Interviewed in Tom Weaver's books "Interviews with B Science Fiction and Horror Movie Makers" (McFarland & Co., 1988) and "They Fought in the Creature Features" (McFarland & Co., 1995).
He has an entry in Jean Tulard's "Dictionnaire du cinéma/Les acteurs" published in Paris in 2007 by RobertLaffont/Bouquins (page 14).
Father, with Shirley Temple, of daughter Linda Susan Agar (born on January 30, 1948).
Was one of the dozens of Hollywood celebrities who made regular weekend visits to renowned animal trainer and Hollywood animal behaviorist Ralph Helfer's Africa U.S.A. Exotic Animal Ranch in Soledad Canyon, California, to play with the animals and pitch in with the chores.
After Universal put Agar into a third horror film, The Mole People (1956), he became disillusioned with the studio, especially since he had to compete with Tony Curtis, Rock Hudson, George Nader and Jeff Chandler for choice leading man roles, and he left the studio.

Personal Quotes (12)

I don't resent being identified with B science fiction movies at all. Why should I? Even though they were not considered top of the line, for those people that like sci-fi, I guess they were fun. My whole feeling about working as an actor is, if I give anybody any enjoyment, I'm doing my job, and that's what counts.

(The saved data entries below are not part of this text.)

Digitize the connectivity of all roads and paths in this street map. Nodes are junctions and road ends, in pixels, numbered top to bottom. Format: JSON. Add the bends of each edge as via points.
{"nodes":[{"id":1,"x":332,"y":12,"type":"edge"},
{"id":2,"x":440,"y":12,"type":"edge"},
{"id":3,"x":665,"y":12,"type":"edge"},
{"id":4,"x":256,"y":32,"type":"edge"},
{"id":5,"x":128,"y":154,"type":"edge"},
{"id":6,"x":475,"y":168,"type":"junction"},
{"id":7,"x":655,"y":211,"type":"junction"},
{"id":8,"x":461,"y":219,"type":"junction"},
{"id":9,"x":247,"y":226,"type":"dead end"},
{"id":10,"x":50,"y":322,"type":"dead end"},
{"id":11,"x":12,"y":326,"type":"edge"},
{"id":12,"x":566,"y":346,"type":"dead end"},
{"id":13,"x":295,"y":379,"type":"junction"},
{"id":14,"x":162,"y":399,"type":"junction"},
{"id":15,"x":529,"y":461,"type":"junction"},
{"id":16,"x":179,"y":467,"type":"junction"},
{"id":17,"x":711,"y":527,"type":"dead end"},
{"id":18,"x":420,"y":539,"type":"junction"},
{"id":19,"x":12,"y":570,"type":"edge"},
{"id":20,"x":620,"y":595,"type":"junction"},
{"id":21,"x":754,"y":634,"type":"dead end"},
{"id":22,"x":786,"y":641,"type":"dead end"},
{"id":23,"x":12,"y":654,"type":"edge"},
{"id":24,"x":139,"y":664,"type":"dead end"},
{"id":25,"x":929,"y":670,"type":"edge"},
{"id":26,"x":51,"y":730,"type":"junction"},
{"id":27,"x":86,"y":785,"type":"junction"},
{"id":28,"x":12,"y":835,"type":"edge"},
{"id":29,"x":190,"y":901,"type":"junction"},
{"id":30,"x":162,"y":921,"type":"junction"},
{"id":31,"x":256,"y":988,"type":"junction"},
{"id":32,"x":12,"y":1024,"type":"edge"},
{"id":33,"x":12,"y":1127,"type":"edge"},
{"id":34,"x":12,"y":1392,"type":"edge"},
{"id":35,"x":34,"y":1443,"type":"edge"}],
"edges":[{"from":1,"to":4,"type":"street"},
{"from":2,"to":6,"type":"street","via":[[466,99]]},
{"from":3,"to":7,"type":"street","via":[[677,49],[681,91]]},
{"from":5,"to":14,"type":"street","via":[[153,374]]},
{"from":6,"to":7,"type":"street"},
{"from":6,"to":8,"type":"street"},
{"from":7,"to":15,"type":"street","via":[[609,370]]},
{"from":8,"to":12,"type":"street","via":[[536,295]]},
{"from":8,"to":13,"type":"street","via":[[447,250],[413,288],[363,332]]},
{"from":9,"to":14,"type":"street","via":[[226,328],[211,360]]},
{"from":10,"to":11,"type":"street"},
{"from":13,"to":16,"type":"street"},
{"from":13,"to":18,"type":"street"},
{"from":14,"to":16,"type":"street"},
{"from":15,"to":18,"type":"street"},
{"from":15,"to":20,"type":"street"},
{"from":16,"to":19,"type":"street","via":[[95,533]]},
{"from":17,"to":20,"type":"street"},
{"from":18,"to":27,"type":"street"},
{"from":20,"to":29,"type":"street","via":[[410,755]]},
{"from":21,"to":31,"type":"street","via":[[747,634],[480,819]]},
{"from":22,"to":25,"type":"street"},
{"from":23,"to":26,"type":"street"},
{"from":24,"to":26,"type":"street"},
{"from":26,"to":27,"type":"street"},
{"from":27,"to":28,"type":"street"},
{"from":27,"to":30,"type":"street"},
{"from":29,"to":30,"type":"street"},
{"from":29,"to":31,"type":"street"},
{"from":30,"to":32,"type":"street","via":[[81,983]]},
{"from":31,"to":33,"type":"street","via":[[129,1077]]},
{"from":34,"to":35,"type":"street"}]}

To me it's much easier to play in something that's real -- a natural situation -- than it is to deal with abstracts and the unknown. It's sort of difficult to make them come to life! I always had the feeling that when people looked at some of these science fiction things we were going to get a big laugh. On a couple of occasions some of the things that were supposed to frighten people really looked rather ludicrous -- funny, rather than scary. I feel it's more natural to deal in something that people understand, rather than something that human beings don't come in contact with.
[in a 1991 interview] Acting is something that I love to do, but it's a part of me that's often dormant. So, when I get an opportunity to go on a film set it's like somebody's pushing a button that has been idle for a long time and right away I'm ready to get going at it. It's fun for me to be able to get back into it because it's a part of my life that I've really enjoyed.

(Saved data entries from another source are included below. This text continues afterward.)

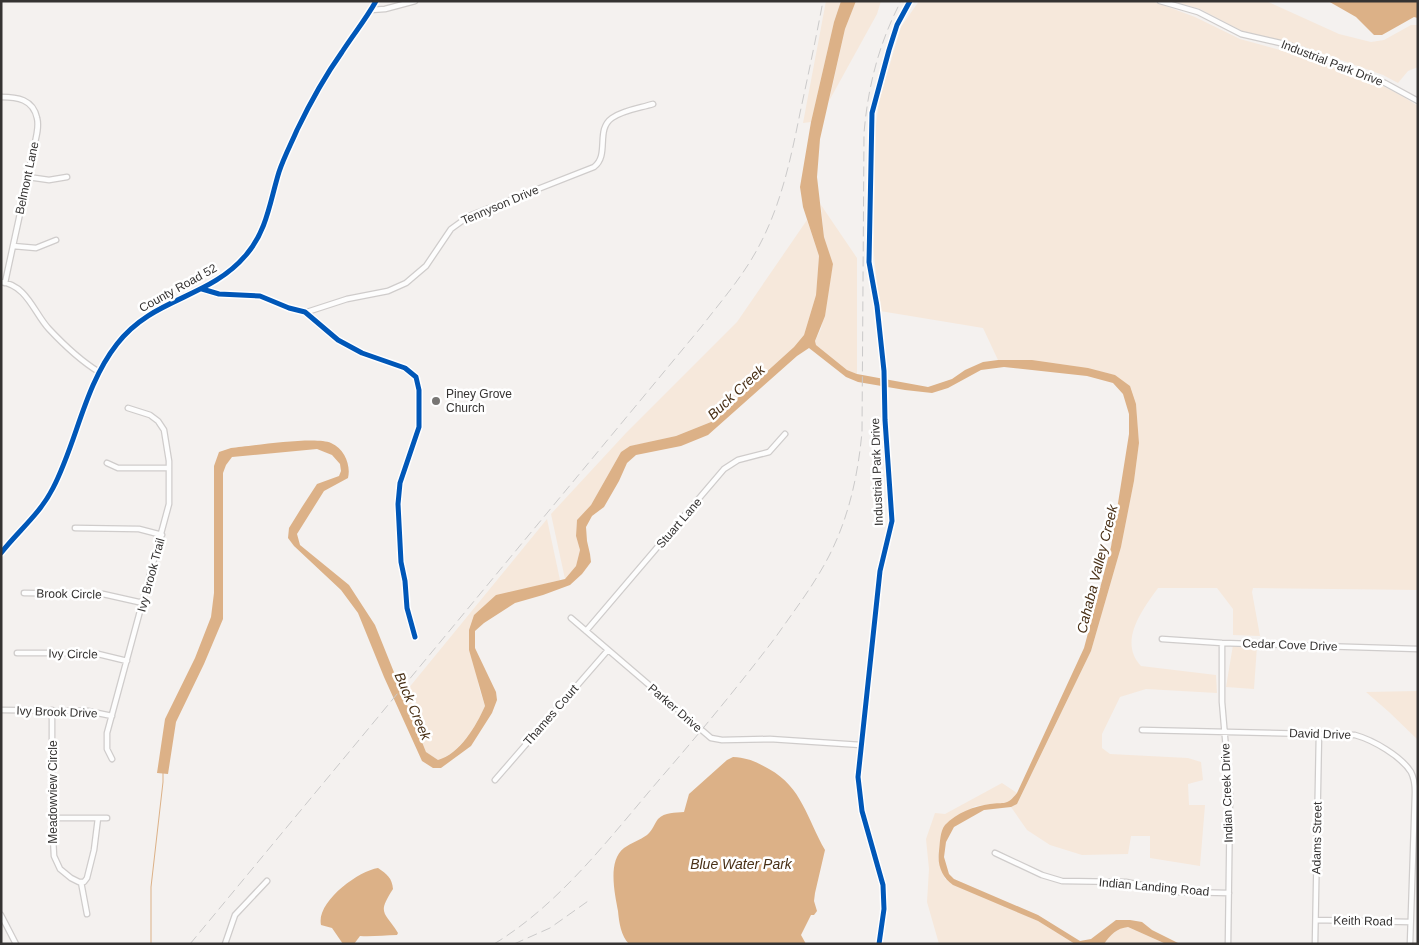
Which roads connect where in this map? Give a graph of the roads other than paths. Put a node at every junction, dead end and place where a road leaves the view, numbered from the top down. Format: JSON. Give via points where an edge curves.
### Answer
{"nodes":[{"id":1,"x":376,"y":1,"type":"edge"},
{"id":2,"x":415,"y":1,"type":"edge"},
{"id":3,"x":910,"y":1,"type":"edge"},
{"id":4,"x":1160,"y":1,"type":"edge"},
{"id":5,"x":371,"y":10,"type":"junction"},
{"id":6,"x":1,"y":97,"type":"edge"},
{"id":7,"x":1418,"y":101,"type":"edge"},
{"id":8,"x":652,"y":104,"type":"dead end"},
{"id":9,"x":28,"y":177,"type":"junction"},
{"id":10,"x":68,"y":177,"type":"dead end"},
{"id":11,"x":56,"y":240,"type":"dead end"},
{"id":12,"x":14,"y":246,"type":"junction"},
{"id":13,"x":3,"y":282,"type":"edge"},
{"id":14,"x":202,"y":289,"type":"junction"},
{"id":15,"x":307,"y":312,"type":"junction"},
{"id":16,"x":99,"y":372,"type":"junction"},
{"id":17,"x":128,"y":408,"type":"dead end"},
{"id":18,"x":785,"y":434,"type":"dead end"},
{"id":19,"x":107,"y":464,"type":"dead end"},
{"id":20,"x":170,"y":468,"type":"junction"},
{"id":21,"x":74,"y":528,"type":"dead end"},
{"id":22,"x":162,"y":535,"type":"junction"},
{"id":23,"x":1,"y":553,"type":"edge"},
{"id":24,"x":24,"y":593,"type":"dead end"},
{"id":25,"x":143,"y":603,"type":"junction"},
{"id":26,"x":571,"y":618,"type":"dead end"},
{"id":27,"x":586,"y":631,"type":"junction"},
{"id":28,"x":415,"y":637,"type":"dead end"},
{"id":29,"x":1162,"y":639,"type":"dead end"},
{"id":30,"x":1222,"y":643,"type":"junction"},
{"id":31,"x":1418,"y":649,"type":"edge"},
{"id":32,"x":608,"y":650,"type":"junction"},
{"id":33,"x":17,"y":653,"type":"dead end"},
{"id":34,"x":127,"y":661,"type":"junction"},
{"id":35,"x":1,"y":710,"type":"edge"},
{"id":36,"x":52,"y":710,"type":"junction"},
{"id":37,"x":112,"y":716,"type":"junction"},
{"id":38,"x":1142,"y":730,"type":"dead end"},
{"id":39,"x":1225,"y":731,"type":"junction"},
{"id":40,"x":1319,"y":733,"type":"junction"},
{"id":41,"x":861,"y":745,"type":"junction"},
{"id":42,"x":112,"y":759,"type":"dead end"},
{"id":43,"x":495,"y":780,"type":"dead end"},
{"id":44,"x":52,"y":818,"type":"junction"},
{"id":45,"x":98,"y":818,"type":"junction"},
{"id":46,"x":107,"y":818,"type":"dead end"},
{"id":47,"x":995,"y":853,"type":"dead end"},
{"id":48,"x":81,"y":882,"type":"junction"},
{"id":49,"x":267,"y":882,"type":"dead end"},
{"id":50,"x":1229,"y":893,"type":"junction"},
{"id":51,"x":87,"y":914,"type":"dead end"},
{"id":52,"x":1,"y":915,"type":"edge"},
{"id":53,"x":1316,"y":920,"type":"junction"},
{"id":54,"x":1410,"y":922,"type":"junction"},
{"id":55,"x":16,"y":944,"type":"edge"},
{"id":56,"x":225,"y":944,"type":"edge"},
{"id":57,"x":879,"y":944,"type":"edge"},
{"id":58,"x":1228,"y":944,"type":"edge"},
{"id":59,"x":1315,"y":944,"type":"edge"},
{"id":60,"x":1410,"y":944,"type":"edge"}],
"edges":[{"from":1,"to":5,"type":"street","name":"County Road 52"},
{"from":2,"to":5,"type":"street","via":[[385,10]]},
{"from":3,"to":41,"type":"street","name":"Industrial Park Drive","via":[[897,25],[872,113],[869,262],[884,371],[892,521],[880,571]]},
{"from":4,"to":7,"type":"street","name":"Industrial Park Drive","via":[[1198,12],[1241,34],[1290,45],[1385,83]]},
{"from":5,"to":14,"type":"street","name":"County Road 52","via":[[336,61],[298,128],[279,171],[257,240],[236,266]]},
{"from":6,"to":9,"type":"street","name":"Belmont Lane","via":[[24,100],[32,107],[37,119]]},
{"from":8,"to":15,"type":"street","name":"Tennyson Drive","via":[[610,119],[603,132],[602,156],[594,167],[460,221],[447,232],[426,266],[406,283],[388,291]]},
{"from":9,"to":10,"type":"street","via":[[44,180]]},
{"from":9,"to":12,"type":"street","name":"Belmont Lane"},
{"from":11,"to":12,"type":"street","via":[[36,248]]},
{"from":12,"to":13,"type":"street","name":"Belmont Lane"},
{"from":13,"to":16,"type":"street","via":[[25,295],[57,338]]},
{"from":14,"to":15,"type":"street","via":[[219,294],[260,296]]},
{"from":14,"to":16,"type":"street","name":"County Road 52","via":[[171,302],[137,323],[118,342]]},
{"from":15,"to":28,"type":"street","via":[[332,336],[362,353],[405,368],[417,381],[419,427],[400,483],[398,504],[401,562],[407,608]]},
{"from":16,"to":23,"type":"street","name":"County Road 52","via":[[53,489],[31,521]]},
{"from":17,"to":20,"type":"street","name":"Ivy Brook Trail","via":[[150,415],[162,426]]},
{"from":18,"to":27,"type":"street","name":"Stuart Lane","via":[[768,452],[738,460],[724,469]]},
{"from":19,"to":20,"type":"street","via":[[115,468]]},
{"from":20,"to":22,"type":"street","name":"Ivy Brook Trail","via":[[169,510]]},
{"from":21,"to":22,"type":"street","via":[[139,529]]},
{"from":22,"to":25,"type":"street","name":"Ivy Brook Trail"},
{"from":24,"to":25,"type":"street","name":"Brook Circle","via":[[102,594]]},
{"from":25,"to":34,"type":"street","name":"Ivy Brook Trail"},
{"from":26,"to":27,"type":"street","name":"Parker Drive"},
{"from":27,"to":32,"type":"street","name":"Parker Drive"},
{"from":29,"to":30,"type":"street","name":"Cedar Cove Drive"},
{"from":30,"to":31,"type":"street","name":"Cedar Cove Drive"},
{"from":30,"to":39,"type":"street","name":"Indian Creek Drive"},
{"from":32,"to":41,"type":"street","name":"Parker Drive","via":[[706,735],[716,739]]},
{"from":32,"to":43,"type":"street","name":"Thames Court"},
{"from":33,"to":34,"type":"street","name":"Ivy Circle","via":[[94,653]]},
{"from":34,"to":37,"type":"street","name":"Ivy Brook Trail"},
{"from":35,"to":36,"type":"street","name":"Ivy Brook Drive"},
{"from":36,"to":37,"type":"street","name":"Ivy Brook Drive","via":[[88,711]]},
{"from":36,"to":44,"type":"street","name":"Meadowview Circle"},
{"from":37,"to":42,"type":"street","name":"Ivy Brook Trail","via":[[106,742]]},
{"from":38,"to":39,"type":"street","name":"David Drive"},
{"from":39,"to":40,"type":"street","name":"David Drive"},
{"from":39,"to":50,"type":"street","name":"Indian Creek Drive","via":[[1230,796]]},
{"from":40,"to":53,"type":"street","name":"Adams Street"},
{"from":40,"to":54,"type":"street","name":"David Drive","via":[[1355,734],[1367,739],[1402,761],[1412,776],[1415,792]]},
{"from":41,"to":57,"type":"street","name":"Industrial Park Drive","via":[[860,803],[884,893]]},
{"from":44,"to":45,"type":"street"},
{"from":44,"to":48,"type":"street","name":"Meadowview Circle","via":[[56,863],[65,874]]},
{"from":45,"to":46,"type":"street"},
{"from":45,"to":48,"type":"street","via":[[92,860],[87,878]]},
{"from":47,"to":50,"type":"street","name":"Indian Landing Road","via":[[1062,881],[1126,882],[1178,892]]},
{"from":48,"to":51,"type":"street"},
{"from":49,"to":56,"type":"street","via":[[235,915]]},
{"from":50,"to":58,"type":"street","name":"Indian Creek Drive"},
{"from":52,"to":55,"type":"street"},
{"from":53,"to":54,"type":"street","name":"Keith Road"},
{"from":53,"to":59,"type":"street","name":"Adams Street"},
{"from":54,"to":60,"type":"street","name":"David Drive"}]}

To me the idea of just working is what's fun, I don't give a doggone what kind of part. Walter Huston said it years ago: "I don't care about billing. If the show is good and I'm good in it, people are going to say, 'Who was that?' And if it's not, I don't want 'em to know I was in it!"

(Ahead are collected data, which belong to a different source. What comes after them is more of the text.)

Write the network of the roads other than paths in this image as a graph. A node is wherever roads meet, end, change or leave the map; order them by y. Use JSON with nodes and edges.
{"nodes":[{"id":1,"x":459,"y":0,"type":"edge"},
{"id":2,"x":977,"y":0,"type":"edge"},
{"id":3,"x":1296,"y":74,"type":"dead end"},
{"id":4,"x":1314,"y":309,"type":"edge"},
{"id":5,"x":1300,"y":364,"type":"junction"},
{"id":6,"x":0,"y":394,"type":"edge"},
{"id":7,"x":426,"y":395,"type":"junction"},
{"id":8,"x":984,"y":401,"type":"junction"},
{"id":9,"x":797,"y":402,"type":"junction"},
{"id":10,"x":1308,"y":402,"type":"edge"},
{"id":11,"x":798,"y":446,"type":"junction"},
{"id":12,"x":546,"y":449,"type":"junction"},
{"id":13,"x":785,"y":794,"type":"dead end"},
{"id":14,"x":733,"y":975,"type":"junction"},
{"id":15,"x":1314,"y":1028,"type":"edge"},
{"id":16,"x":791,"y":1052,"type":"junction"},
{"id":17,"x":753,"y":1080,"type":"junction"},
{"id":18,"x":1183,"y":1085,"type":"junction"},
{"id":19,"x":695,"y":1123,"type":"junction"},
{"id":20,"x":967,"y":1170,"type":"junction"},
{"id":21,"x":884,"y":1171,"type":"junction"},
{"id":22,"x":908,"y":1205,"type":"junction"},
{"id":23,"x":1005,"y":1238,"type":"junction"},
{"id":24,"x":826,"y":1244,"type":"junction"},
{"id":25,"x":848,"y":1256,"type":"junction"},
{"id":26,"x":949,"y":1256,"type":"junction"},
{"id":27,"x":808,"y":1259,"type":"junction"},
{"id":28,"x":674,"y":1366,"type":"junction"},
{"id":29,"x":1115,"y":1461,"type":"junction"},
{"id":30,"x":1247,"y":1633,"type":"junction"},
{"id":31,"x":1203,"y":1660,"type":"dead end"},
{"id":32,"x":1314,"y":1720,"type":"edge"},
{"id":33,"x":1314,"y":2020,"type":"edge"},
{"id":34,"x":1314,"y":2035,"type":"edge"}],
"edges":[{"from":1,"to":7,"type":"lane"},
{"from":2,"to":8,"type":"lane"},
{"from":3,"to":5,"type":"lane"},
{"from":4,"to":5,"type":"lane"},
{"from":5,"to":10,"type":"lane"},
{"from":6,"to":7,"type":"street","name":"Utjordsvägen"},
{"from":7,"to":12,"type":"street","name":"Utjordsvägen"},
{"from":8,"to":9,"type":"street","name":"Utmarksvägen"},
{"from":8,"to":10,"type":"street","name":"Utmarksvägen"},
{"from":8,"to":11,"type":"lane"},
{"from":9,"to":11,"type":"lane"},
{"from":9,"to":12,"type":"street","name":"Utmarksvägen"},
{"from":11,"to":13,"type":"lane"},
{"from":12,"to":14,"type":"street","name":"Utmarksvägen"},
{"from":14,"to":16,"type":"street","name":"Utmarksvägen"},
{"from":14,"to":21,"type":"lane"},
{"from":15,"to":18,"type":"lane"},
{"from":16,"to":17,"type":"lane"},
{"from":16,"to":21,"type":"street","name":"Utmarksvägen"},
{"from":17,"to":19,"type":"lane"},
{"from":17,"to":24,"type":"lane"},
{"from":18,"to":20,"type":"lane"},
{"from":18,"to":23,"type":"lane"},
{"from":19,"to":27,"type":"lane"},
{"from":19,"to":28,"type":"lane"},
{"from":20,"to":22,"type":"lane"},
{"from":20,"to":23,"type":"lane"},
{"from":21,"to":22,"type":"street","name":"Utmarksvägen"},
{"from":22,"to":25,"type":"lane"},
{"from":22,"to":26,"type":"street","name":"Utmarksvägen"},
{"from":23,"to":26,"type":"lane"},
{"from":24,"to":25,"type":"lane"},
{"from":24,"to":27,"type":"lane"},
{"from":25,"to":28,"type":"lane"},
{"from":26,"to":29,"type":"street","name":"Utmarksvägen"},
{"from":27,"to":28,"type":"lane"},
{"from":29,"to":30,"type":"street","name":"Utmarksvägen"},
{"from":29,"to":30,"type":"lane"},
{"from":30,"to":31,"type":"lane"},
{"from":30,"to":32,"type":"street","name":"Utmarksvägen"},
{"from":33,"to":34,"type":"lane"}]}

Who wants to shake the hand of the first man to put it to America's sweetheart?
[about Daughter of Dr. Jekyll (1957)] I did that picture strictly for the bread. I didn't fluff it--but it wasn't my cup of tea. I just didn't believe it.
[about director Jack Arnold] I've always had nothing but great respect for Jack Arnold. I did Revenge of the Creature (1955) for him and then the next year we did Tarantula (1955), and we got along very well. So far as I was concerned, he was a very knowledgeable director and he gave his all trying to make 'em the best that he could.
[on the "floating brain" from The Brain from Planet Arous (1957)] I thought it was terrible--just awful! They really could have done a heck of a better than that--it looked like a balloon with a face painted on it. And that's probably what it was, too.
[on working with director Edward L. Cahn] Edward Cahn was Mr. Speed-O; he'd jump up and almost get in the shot before he'd yell, "Cut!".
[about the many "B" sci-fi films he made in the 1950s] I always had the kind of feeling that when people looked at some of these science-fiction things, we were going to get a big laugh.
[about working with director Larry Buchanan] Larry, God bless him, is a nice guy but he was really not a director . . . he didn't even know not to "cross the line", which is one of the simplest things there is in directing . . . The first picture I did for Larry was Zontar: The Thing from Venus (1966). Curse of the Swamp Creature (1966) came next; then we did a war film called Hell Raiders (1968). Of course I never thought those things would ever see the light of day--that was the only reason i did 'em!
A lot of the pictures I made were not released--they escaped.